Exact copy, no pictures: return all the records as they stand.

==== SUPPLIED INFORMATION ====

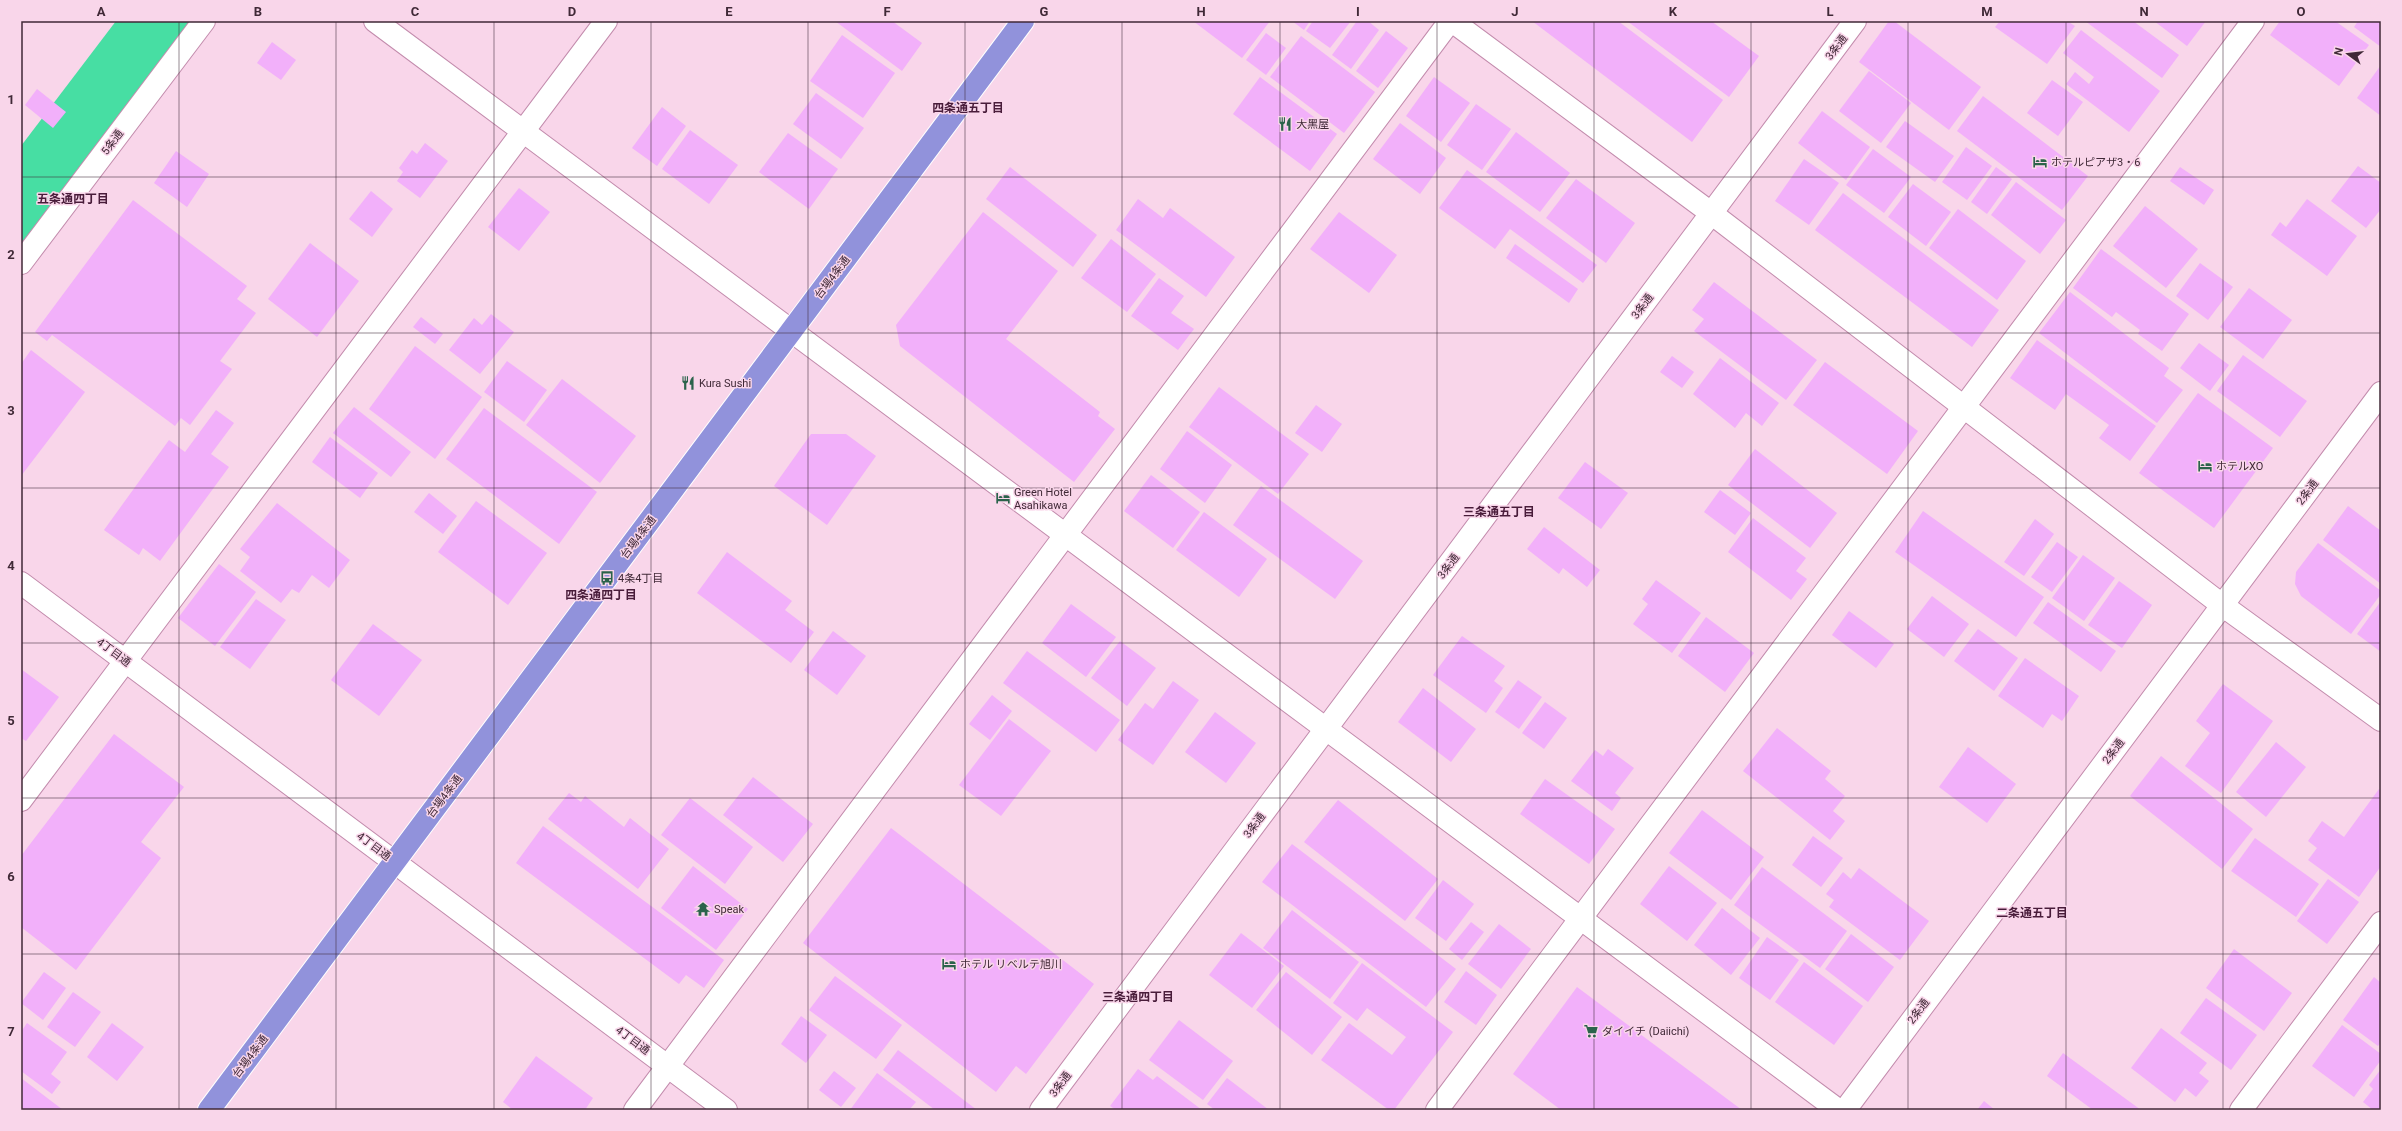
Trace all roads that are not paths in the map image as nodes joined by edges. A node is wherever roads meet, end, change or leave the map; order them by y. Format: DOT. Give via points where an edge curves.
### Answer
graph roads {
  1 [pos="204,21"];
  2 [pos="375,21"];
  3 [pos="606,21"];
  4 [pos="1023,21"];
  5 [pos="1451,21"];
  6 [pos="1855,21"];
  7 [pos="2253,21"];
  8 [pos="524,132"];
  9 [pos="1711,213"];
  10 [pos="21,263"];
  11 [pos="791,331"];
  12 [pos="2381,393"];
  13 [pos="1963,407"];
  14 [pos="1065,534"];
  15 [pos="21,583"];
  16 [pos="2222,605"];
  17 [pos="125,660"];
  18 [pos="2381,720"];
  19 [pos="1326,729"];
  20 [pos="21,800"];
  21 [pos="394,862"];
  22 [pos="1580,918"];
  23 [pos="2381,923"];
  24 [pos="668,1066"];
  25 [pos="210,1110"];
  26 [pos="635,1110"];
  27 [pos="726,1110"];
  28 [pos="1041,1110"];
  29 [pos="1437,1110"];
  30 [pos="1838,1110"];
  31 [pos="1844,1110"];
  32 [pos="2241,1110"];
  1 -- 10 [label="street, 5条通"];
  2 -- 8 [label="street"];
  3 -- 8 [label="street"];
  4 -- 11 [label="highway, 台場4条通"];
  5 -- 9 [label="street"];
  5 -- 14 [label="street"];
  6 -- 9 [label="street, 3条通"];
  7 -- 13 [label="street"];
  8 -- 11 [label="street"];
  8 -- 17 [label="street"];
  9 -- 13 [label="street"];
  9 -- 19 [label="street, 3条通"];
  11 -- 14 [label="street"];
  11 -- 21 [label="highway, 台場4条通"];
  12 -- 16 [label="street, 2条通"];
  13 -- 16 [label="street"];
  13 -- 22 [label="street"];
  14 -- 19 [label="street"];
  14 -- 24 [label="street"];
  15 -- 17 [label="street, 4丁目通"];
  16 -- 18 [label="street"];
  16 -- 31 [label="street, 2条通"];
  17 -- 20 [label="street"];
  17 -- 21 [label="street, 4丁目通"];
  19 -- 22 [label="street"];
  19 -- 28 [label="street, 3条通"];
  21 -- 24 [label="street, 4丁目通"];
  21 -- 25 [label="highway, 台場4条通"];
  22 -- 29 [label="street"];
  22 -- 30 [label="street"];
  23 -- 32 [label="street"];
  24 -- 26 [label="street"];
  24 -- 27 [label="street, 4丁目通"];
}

====

:: TASK SOLUTION ::
Trace all roads that are not paths in the map image as nodes joined by edges. A node is wherever roads meet, end, change or leave the map; order them by y. Format: DOT. Give via points where an edge curves.
### Answer
graph roads {
  1 [pos="204,21"];
  2 [pos="375,21"];
  3 [pos="606,21"];
  4 [pos="1023,21"];
  5 [pos="1451,21"];
  6 [pos="1855,21"];
  7 [pos="2253,21"];
  8 [pos="524,132"];
  9 [pos="1711,213"];
  10 [pos="21,263"];
  11 [pos="791,331"];
  12 [pos="2381,393"];
  13 [pos="1963,407"];
  14 [pos="1065,534"];
  15 [pos="21,583"];
  16 [pos="2222,605"];
  17 [pos="125,660"];
  18 [pos="2381,720"];
  19 [pos="1326,729"];
  20 [pos="21,800"];
  21 [pos="394,862"];
  22 [pos="1580,918"];
  23 [pos="2381,923"];
  24 [pos="668,1066"];
  25 [pos="210,1110"];
  26 [pos="635,1110"];
  27 [pos="726,1110"];
  28 [pos="1041,1110"];
  29 [pos="1437,1110"];
  30 [pos="1838,1110"];
  31 [pos="1844,1110"];
  32 [pos="2241,1110"];
  1 -- 10 [label="street, 5条通"];
  2 -- 8 [label="street"];
  3 -- 8 [label="street"];
  4 -- 11 [label="highway, 台場4条通"];
  5 -- 9 [label="street"];
  5 -- 14 [label="street"];
  6 -- 9 [label="street, 3条通"];
  7 -- 13 [label="street"];
  8 -- 11 [label="street"];
  8 -- 17 [label="street"];
  9 -- 13 [label="street"];
  9 -- 19 [label="street, 3条通"];
  11 -- 14 [label="street"];
  11 -- 21 [label="highway, 台場4条通"];
  12 -- 16 [label="street, 2条通"];
  13 -- 16 [label="street"];
  13 -- 22 [label="street"];
  14 -- 19 [label="street"];
  14 -- 24 [label="street"];
  15 -- 17 [label="street, 4丁目通"];
  16 -- 18 [label="street"];
  16 -- 31 [label="street, 2条通"];
  17 -- 20 [label="street"];
  17 -- 21 [label="street, 4丁目通"];
  19 -- 22 [label="street"];
  19 -- 28 [label="street, 3条通"];
  21 -- 24 [label="street, 4丁目通"];
  21 -- 25 [label="highway, 台場4条通"];
  22 -- 29 [label="street"];
  22 -- 30 [label="street"];
  23 -- 32 [label="street"];
  24 -- 26 [label="street"];
  24 -- 27 [label="street, 4丁目通"];
}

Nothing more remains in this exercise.